おかしいと、扉を開けた時に直ぐにわかる。革靴が二足、窮屈そうに玄関に置いてある。

明らかに自分たちの物ではない物に、更にはその奥から人の気配。これも何時も感じる雰囲気とは違う。入るべきか、時間を潰してから戻って来るべきか、そんなことを考えていると、それは向こうからやって来る。

 

「ほら、ちょうど娘さんが帰って来たみたいですね」

 

現れたのはスーツ姿の女性。
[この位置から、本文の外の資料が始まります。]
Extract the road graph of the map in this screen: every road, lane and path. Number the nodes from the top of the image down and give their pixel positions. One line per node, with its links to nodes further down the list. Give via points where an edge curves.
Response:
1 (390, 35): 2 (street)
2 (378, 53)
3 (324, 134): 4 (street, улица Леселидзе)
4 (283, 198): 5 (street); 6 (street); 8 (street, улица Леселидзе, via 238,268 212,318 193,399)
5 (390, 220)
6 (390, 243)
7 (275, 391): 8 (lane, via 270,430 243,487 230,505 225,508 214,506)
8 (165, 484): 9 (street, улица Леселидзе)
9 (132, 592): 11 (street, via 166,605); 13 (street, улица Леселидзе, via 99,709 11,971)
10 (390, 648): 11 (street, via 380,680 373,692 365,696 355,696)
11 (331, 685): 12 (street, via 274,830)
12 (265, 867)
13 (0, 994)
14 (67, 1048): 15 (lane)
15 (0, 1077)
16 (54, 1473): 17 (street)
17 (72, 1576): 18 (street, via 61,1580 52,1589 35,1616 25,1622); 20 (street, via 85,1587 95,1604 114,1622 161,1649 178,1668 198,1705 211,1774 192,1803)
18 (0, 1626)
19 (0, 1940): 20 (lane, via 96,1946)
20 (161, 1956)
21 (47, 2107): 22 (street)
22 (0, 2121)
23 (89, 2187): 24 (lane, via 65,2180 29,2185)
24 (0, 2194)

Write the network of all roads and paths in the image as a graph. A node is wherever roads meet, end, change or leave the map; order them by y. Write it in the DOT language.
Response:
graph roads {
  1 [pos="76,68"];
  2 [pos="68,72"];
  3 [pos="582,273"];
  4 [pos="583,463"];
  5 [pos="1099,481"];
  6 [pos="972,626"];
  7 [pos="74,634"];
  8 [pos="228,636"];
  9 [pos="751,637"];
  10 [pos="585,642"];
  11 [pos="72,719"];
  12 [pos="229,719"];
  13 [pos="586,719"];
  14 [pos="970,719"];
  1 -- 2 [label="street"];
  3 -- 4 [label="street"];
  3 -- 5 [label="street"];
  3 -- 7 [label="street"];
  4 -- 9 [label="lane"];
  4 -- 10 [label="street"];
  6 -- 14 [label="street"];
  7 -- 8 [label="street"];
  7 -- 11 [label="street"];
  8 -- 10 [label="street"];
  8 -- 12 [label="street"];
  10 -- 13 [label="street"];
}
私を見るなり頬の端を上げる。綺麗な女性なのだが、どこか影の有り、近寄りがたい雰囲気があった。

いや、今思うにあれは部屋全体の空気なんだと思う。危険だと、本能的に察していたのだろう。

女性に続き、お父さんもリビングから現れ、私を呼ぶ。言われた通りに私はリビングに、そこにはお母さんとスーツを着た男性。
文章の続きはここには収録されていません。